The dancers don't go hungry. They can brown-bag it or bring in takeout from a cluster of nearby restaurants, including Carnival, Big Fish Japanese Cuisine, Vitello's Express and Il Tiramisu. And, if your heart gets stomped on the dance floor, you can drown your sorrows at the nearby bar Chimneysweep.
“Sometimes people will bring a sandwich from home and come and practice. What's nice is, there's always music. When you walk in, it's like you leave the world outside,” says Julie Friedgen, who owns the studio with her husband, Angel Echeverria.
The day we stopped by, several couples and solo dancers were gliding around the room. “We just started attending the lunchtime practica and are delighted to be able to dance during the day,” said Annette Corsino, an artist who owns the shop Hecho en Echo. She was practicing with friend Bruce Blair, who works in the wine and spirits industry.
“We dance first, eat second,” Blair said.
The Tango Room is well known in Southern California for hosting a Saturday night milonga, or traditional Argentine social dance, when the studio is transformed into a Buenos Aires-style tango club. More than 100 people typically attend. While all skill levels are welcome, it's pretty clear that you shouldn't just get out there and freestyle.
“You can't fake tango, you have to know what you're doing,” pointed out Friedgen, who teaches with her husband. “Tango is two people occupying the space normally occupied by one person. It's a conversation, a dialogue between two bodies.”
To get your feet pointed in the right direction, the Saturday event begins with an 8:30 p.m. class, followed by social dancing and a buffet. The entry price varies from $12 to $18 depending on what time you arrive.
Friedgen prepares the spread, which includes a variety of dips, fruit and snacks. “We have a guy who drives down from Santa Barbara every Saturday and he makes the best flan in the world,” she added.
The food is intended to keep dancers fueled for a long night — the music plays until 3 or 4 a.m. (Maybe after that, take a nap in the car, then head out to one of our West San Fernando Valley breakfast picks.)
And while it may take two to tango, singles are welcome at all Tango Room events. “Everybody dances with everybody,” Friedgen said.

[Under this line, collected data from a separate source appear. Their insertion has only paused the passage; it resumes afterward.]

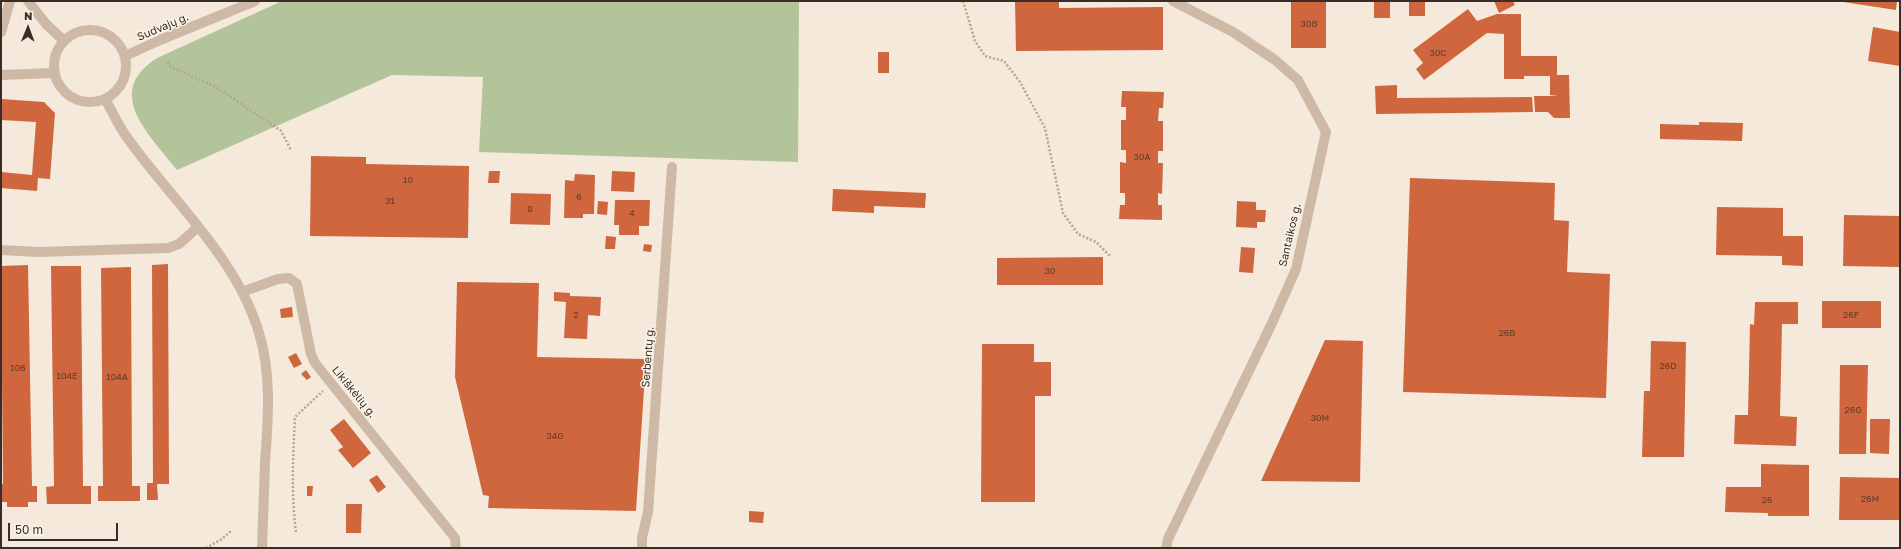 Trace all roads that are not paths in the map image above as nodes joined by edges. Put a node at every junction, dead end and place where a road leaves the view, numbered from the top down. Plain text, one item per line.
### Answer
1 (10, 1) edge
2 (28, 1) edge
3 (255, 1) edge
4 (1173, 1) edge
5 (1, 32) edge
6 (63, 40) junction
7 (125, 56) junction
8 (54, 74) junction
9 (1, 75) edge
10 (105, 99) junction
11 (672, 167) dead end
12 (198, 227) junction
13 (1, 250) edge
14 (242, 292) junction
15 (455, 543) edge
16 (262, 548) edge
17 (642, 548) edge
18 (1166, 548) edge

1 - 5 street
2 - 6 street
3 - 7 street, Sudvajų g.
4 - 18 street, Santaikos g.
6 - 7 street
6 - 8 street
7 - 10 street
8 - 9 street
8 - 10 street
10 - 12 street
11 - 17 street, Serbentų g.
12 - 13 street
12 - 14 street
14 - 15 street, Likiškėlių g.
14 - 16 street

On the day we visited, dancing student Yvonne Caan was in the arms of instructor Jerry Perez. Caan said she has attended the milongas for more than a decade. “There's a friendship with all the people,” she said. “It's a very nice thing to do on Saturday nights.”
For the afternoon sessions, casual attire is fine. But when the sun sets, it's another story. “When you come here on a Saturday night, it is like stepping back into another era, when people dressed nicely and danced close,” Friedgen said.
High heels, of course, are mandatory for the ladies, and not just because they look so sexy. Friedgen said the shoes actually help position you in the right posture, because they force you to dance on the balls of your feet.
If, like us, you can't even walk in high heels, don't despair. The Tango Room offers classes and workshops during the week, to help you get started in the basics of Argentine tango, which is not to be confused with what you've seen on TV. Explained Friedgen: “What you see on Dancing With the Stars is choreographed, staged tango. What we do here is social tango, the tango that they dance in Buenos Aires.”
Blair has studied at the Tango Room for nearly two years, to “finally fulfill a personal promise to learn how to dance.” He said he likes how tango pushes him out of his comfort zone. Corsino observed, “Argentine tango is all improvised, so you have to be present and aware enough to read the physical cues of your dance partner. The dance has a life of its own, and when it works, it is sublime.”